Osobiście lubił te nowinki techniczne, zawsze pomagało to utrzymać kontakty z kimś oddalonym o sporą ilość kilometrów. Nawet połączenie się z kimś na innej półkuli nie było jakimś większym problemem. Jednak nie korzystał z tych urządzeń cały czas, wolał jednak relacje międzyludzkie. Czuł się o wiele lepiej, gdy rozmawiał z kimś twarzą w twarz, niż przez ekran monitora. Przecież każdy ruch, nawet lekkie drgnięcie, czy gestykulacje mogą mówić o kimś bardzo dużo. Dlatego w sumie chętnie rozmawiał z innymi, czy to stojąc za barem w pracy, czy w swoim wolnym czasie; lubił również obserwować zachowania ludzkie. I nie dlatego, że był jakimś stalkerem, czy psycholem. Jednak dla niego coś, co buduje się w młodości, było czymś całkiem obcym. Miał jakieś tam znajomości, zalążki relacji, które można uznać za jakąś tam formę przyjaźni, lecz nie miał naprawdę nikogo bliskiego, by nazwać kogoś kolegą, czy przyjacielem. Zresztą nie był w mieście jakoś długo, co mogło być również powodem ów stanu jego znajomości, no i wygląd. O tym można dyskutować tak jak i o gustach. Jeśli jednak o gustach mowa, cóż nie zawsze wpatrywanie się w kogoś oznaczało coś normalnego. Nawet jeśli chodzi sposób patrzenia się z racji, że druga osoba po prostu nas pociąga. Trzeba wiedzieć, kiedy patrzenie na kogoś jest czymś normalnym, a kiedy staje się już czymś mało akceptowalnym. Dlatego wolał słuchać i po tym oceniać, niż patrzeć i to robić. Oczywiście, nadal twierdził, że dziewczyna jest ładna, bo nie ma co dyskutować, ale nie to było jednak teraz ważne…

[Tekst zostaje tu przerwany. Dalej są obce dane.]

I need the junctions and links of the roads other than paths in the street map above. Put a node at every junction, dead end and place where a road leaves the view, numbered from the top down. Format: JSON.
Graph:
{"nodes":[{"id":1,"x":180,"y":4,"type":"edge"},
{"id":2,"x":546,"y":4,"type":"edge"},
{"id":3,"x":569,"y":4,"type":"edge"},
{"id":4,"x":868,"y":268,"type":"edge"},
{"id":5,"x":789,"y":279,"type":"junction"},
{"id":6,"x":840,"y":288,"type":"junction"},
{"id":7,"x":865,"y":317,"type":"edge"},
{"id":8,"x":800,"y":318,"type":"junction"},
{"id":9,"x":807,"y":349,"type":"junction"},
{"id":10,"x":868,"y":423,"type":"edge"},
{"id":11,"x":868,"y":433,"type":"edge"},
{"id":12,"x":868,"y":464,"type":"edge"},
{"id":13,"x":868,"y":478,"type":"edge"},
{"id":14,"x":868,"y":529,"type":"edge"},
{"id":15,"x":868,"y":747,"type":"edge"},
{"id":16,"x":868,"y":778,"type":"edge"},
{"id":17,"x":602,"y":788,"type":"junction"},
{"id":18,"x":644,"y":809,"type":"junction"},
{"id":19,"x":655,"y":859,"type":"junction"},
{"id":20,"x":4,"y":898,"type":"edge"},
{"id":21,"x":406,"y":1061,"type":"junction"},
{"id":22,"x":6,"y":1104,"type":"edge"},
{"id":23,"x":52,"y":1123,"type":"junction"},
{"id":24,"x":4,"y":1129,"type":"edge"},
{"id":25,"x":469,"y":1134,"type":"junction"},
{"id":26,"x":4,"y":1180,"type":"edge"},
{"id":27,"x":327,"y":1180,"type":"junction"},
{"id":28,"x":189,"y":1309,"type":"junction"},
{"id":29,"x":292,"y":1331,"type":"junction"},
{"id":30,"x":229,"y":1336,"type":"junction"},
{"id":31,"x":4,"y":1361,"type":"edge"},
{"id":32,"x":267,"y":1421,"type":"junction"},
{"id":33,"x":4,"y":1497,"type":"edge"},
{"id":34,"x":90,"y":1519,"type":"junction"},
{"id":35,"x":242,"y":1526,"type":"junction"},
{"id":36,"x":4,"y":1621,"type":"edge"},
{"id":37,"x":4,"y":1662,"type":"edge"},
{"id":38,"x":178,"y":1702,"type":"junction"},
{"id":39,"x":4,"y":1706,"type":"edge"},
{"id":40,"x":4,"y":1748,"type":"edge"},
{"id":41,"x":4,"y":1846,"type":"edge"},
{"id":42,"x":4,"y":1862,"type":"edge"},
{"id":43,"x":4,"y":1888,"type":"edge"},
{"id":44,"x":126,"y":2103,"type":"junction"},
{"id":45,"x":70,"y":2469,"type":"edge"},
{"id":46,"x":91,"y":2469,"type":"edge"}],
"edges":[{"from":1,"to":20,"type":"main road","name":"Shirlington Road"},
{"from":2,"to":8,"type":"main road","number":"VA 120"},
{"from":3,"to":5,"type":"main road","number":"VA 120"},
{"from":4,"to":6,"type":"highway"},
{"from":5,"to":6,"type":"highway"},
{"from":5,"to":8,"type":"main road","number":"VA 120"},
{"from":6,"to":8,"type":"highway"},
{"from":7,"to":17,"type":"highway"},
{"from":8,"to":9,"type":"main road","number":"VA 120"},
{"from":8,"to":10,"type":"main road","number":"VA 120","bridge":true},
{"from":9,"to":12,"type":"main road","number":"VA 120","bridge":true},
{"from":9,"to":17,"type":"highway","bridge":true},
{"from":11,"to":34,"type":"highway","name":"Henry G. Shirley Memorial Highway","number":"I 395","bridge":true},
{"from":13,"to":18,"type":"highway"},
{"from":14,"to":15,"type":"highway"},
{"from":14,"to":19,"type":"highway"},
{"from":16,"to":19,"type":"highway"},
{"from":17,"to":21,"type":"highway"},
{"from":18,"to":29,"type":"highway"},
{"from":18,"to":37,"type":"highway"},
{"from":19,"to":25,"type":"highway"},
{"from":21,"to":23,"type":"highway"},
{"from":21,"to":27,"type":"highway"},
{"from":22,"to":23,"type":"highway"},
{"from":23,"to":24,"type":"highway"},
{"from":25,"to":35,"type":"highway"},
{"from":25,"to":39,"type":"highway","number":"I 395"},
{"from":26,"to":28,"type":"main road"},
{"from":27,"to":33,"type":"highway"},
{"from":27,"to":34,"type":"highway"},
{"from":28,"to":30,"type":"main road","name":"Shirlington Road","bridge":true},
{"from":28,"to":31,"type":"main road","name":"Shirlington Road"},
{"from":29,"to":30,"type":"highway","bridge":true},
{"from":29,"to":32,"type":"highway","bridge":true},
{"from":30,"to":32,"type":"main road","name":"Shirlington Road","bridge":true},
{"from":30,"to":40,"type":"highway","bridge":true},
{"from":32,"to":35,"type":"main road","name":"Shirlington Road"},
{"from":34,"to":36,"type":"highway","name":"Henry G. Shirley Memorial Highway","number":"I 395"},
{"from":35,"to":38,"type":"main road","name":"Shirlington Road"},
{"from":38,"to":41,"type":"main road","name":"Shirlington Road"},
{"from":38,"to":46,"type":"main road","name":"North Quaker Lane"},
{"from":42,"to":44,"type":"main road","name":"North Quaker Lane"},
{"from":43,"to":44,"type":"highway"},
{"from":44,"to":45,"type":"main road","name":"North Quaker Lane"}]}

Oznaka jego troski, nie oznacza zaraz, że chciał jej coś zrobić. Był tym, kogo można określić psychopatą, a przynajmniej tak można stwierdzić, gdyby opowiedzieć komukolwiek o tym, co robił i dlaczego to robił. Pewnie, że w jego ochronie stał fakt, że został zmanipulowany, lecz kiedy to była manipulacja, a kiedy jego własne czyny? Tylko on sam to wie, jednak obecnie, czy powinna się go obawiać? Oczywiście, że nie. Znudziło go stare życie, dodatkowo babcia dała mu znać, że nie jest taki sam jak ojciec i miała trochę racji. Po czym stwierdził, że dziewczyna poczuła się niepewnie? Oczywiście, że po podaniu dłoni i chwilowym zawahaniu się przed tym. Mimo że dla innych mogło być to niezauważalne dla innych, on był jednak całkiem dobrym obserwatorem. Na tyle dobrym, że takie coś nie miało prawa mu umknąć. Uśmiechnął się jednak do niej całkiem szczerze, nawet starając się wyglądać przyjaźnie i w jakimś sensie „miło”.
-
wiesz, że zabieganie wraz z rozkojarzeniem nie idzie w parze? Powinnaś trochę odpuścić i odpocząć. Nie ważne ile spraw masz na głowie. Wybacz, pewnie nie chcesz słuchać rad od całkiem obcej ci osoby..
Nie ważne, czy wypadało się przywitać i przedstawić, czy nie. Mogła zwyczajnie się odwrócić i sobie pójść i nikt nie powinien być o to zły. Skoro jednak została z nim, to znaczy, że chce mu poświęcić jeszcze chwilę swojego cennego czasu. Słysząc jej imię, lekko się zaśmiał, gdyż miasto i świat pomimo swojego ogromu, stawia na jego drodze już drugą osobę o tym dźwięcznym imieniu.
-
pewnie nie uwierzysz, ale mimo że nie mieszkam tu zbyt długo, to w bardzo krótkim czasie poznałem już drugą osobę o tym imieniu… widać twórca mojego losu, chce być zabawny. Nie mniej, co sprawia, że tak młoda dama jest aż tak zabiegana?
Może i nie był dobrym rozmówcą i mówił wiele rzeczy bezpośrednio, nie patrząc na konsekwencje tego, co będzie się dziać, chciał jednak poznać dziewczynę bliżej, skoro ktoś taki pojawił się w jego nowym życiu. By okazać szacunek, jaki dziewczyna ma do swojego zdrowia i ciała, nawet nie będzie starał się zapalić przy niej, co i tak wiele, jak na niego. Ot co taki mały smaczek dla miłej osóbki.